Business Day (Johannesburg)

South Africa: Victory for Soldiers Living With HIV

9 November 2009


Johannesburg — SA's AIDS lobby won a major victory last week when the Cabinet approved a new policy allowing the military to selectively recruit and deploy soldiers living with HIV. But critics say this will weaken the operational effectiveness of the South African National Defence Force (SANDF).

The new guidelines issued by the Cabinet outlaw discrimination against soldiers and aspiring recruits on the basis of their HIV status.

The policy was in compliance with a high court decision last year that declared the SANDF's existing practice unconstitutional. The court order was agreed to by both sides, which consented to producing new guidelines within six months.

"If the last draft that we looked at is the one approved by Cabinet then it's a very positive step," says Mark Heywood, executive director of the Aids Law Project which argued the case on behalf of the South African Security Forces Union (Sasfu) and three others.

He describes the Cabinet decision as "groundbreaking in the world, not only in SA".

The Aids Law Project rejected the initial draft policy early this year.

"It was a technical-medical dispute about what constituted sickness and what were the parameters of deployability and employability of people with HIV," says Heywood.

He describes last week's Cabinet decision as proof that "our constitution with its guarantee of equality can actually work to counter unfair discrimination".

Sasfu had argued that the old policy excluded HIV-positive persons from being recruited, being deployed outside the borders of SA, and receiving advanced training.

Foreign deployment is much sought after by soldiers because it allows them to earn higher pay.

Sasfu president Bheki Mvovo also welcomed the Cabinet decision, saying: "It's a triumph for human rights in the defence force."

But defence analyst Helmoed Heitman -- who is also South African correspondent for Jane's Defence Weekly -- says the decision was a mistake. "There seems to be no understanding among our political leaders -- and others -- that the armed forces are not like a municipality or a supermarket company," he says.

Soldiers and their units have to be able to function under "extreme conditions that the rest of us simply do not encounter", says Heitman.
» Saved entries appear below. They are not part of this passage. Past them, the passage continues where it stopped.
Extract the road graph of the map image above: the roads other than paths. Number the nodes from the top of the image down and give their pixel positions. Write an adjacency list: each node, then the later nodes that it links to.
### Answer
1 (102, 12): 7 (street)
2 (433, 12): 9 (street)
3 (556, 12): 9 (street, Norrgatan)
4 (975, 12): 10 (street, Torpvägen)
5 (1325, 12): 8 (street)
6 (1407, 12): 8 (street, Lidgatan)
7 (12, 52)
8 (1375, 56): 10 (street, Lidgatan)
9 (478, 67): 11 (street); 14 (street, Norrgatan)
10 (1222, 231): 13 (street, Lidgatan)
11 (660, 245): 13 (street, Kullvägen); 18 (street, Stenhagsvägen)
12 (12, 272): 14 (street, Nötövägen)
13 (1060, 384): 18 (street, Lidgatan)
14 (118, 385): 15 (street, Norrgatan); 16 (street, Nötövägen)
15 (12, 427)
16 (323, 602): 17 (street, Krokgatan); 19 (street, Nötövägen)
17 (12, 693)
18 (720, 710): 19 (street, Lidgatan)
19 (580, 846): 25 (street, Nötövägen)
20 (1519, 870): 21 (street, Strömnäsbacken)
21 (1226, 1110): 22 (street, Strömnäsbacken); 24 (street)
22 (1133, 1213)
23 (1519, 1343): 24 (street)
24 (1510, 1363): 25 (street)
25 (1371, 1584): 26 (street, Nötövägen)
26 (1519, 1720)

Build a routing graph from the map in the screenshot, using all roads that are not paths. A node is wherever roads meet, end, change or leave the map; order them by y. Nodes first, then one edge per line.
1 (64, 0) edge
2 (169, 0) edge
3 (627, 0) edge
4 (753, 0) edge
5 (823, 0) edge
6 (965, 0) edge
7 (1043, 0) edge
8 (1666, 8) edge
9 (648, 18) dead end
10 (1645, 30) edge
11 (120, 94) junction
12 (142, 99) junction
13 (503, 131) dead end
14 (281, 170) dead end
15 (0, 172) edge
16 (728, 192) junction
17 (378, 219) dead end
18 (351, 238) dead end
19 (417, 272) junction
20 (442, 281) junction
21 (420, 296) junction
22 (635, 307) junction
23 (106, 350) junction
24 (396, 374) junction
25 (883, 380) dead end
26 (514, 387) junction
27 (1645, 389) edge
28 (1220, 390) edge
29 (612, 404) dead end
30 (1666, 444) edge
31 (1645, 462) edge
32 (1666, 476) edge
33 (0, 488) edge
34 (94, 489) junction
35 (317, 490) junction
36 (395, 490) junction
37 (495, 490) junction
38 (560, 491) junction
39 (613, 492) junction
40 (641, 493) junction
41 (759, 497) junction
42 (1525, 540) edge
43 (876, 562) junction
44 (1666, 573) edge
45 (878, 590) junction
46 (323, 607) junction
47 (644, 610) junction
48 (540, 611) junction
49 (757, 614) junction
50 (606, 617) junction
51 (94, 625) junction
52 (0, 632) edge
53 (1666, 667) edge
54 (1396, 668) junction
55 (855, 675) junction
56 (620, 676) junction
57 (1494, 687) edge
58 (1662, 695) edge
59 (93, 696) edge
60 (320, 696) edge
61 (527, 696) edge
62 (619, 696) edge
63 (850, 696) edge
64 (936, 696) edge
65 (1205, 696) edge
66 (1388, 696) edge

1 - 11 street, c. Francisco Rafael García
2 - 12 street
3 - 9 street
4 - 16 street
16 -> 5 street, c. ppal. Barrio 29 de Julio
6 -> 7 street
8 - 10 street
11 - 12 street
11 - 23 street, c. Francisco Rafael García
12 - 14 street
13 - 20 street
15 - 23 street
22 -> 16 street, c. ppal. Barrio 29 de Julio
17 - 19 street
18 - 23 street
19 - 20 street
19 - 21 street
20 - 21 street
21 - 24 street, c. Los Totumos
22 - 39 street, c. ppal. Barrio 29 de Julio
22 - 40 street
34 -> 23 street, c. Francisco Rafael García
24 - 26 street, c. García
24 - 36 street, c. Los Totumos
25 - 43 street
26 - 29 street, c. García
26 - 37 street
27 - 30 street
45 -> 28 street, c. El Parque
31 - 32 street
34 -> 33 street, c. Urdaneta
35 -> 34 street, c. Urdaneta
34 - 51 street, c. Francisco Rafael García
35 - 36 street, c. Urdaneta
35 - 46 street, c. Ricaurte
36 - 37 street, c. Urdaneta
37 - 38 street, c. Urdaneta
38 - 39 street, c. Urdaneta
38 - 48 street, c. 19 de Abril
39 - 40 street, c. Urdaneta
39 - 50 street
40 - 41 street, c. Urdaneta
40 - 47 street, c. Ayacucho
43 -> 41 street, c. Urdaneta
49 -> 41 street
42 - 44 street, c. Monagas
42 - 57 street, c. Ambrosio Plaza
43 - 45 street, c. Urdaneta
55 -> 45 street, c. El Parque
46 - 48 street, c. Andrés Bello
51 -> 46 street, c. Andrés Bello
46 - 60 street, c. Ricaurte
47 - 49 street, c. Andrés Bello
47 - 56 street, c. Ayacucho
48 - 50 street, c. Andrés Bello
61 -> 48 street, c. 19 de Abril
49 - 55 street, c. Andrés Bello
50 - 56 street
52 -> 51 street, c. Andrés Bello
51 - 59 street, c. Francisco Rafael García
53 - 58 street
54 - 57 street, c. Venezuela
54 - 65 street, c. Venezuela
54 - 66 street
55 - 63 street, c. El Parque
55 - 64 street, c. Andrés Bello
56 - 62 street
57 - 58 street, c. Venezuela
Military personnel were at risk of being wounded and were also expected to provide immediate aid to a wounded colleague, he says.

"It is primarily these factors that make HIV an issue that goes somewhat beyond any individual health assessment," says Heitman.

It was not yet clear how the new policy would affect the SANDF's participation in United Nations (UN) peace keeping missions.

But Naison Ngoma of the Institute for Security Studies, says the UN did not discriminate against HIV- positive soldiers. "What SA has done is nothing strange at all," he said. Armed forces in Africa struggle with HIV, the prevalence of which is usually higher among soldiers than in the general population.

Lindy Heinecken of the University of Stellenbosch sociology department said the new policy would place a heavier medical burden on the SANDF, while negatively affecting its operational effectiveness.

However, she said it would not oblige the SANDF to recruit anyone living with HIV, unless there was a shortage in a specific skill category.

"So if you get 35000 applicants and only need to take 3500 then you take the very best," says Heinecken. On deployment, the court had not provided for a blanket policy. "What will be interesting is to see how host countries will react to this as they may refuse to allow SANDF soldiers to serve in their country, given that soldiers are seen as vectors for the disease," she says.

The new policy came as one of the three original applicants in the case was finally deployed to Sudan last month after battling for such an opportunity since last year's judgment. Sipho Mthethwa is a firearms expert who himself prepared soldiers for foreign deployment.

Among the three applicants was an HIV-positive trumpeter in the military band whom the military was refusing to employ. The third was a soldier who, on account of his status, could not be promoted. He resigned before the case was finalised.

Since the original court order Mthethwa had missed out on deployment opportunities to the Democratic Republic of Congo and Burundi. "We were preparing to go to court again to force them to deploy him to Sudan," says Sikhumbuzo Maphumula, an attorney at Aids Law Project.

SA has one of the world's heaviest HIV caseloads and has been accused by activists of dragging its feet on the disease which kills an estimated 1000 people every day. Earlier this month, President Jacob Zuma called for urgent measures to fight AIDS and an end to the huge stigma surrounding it.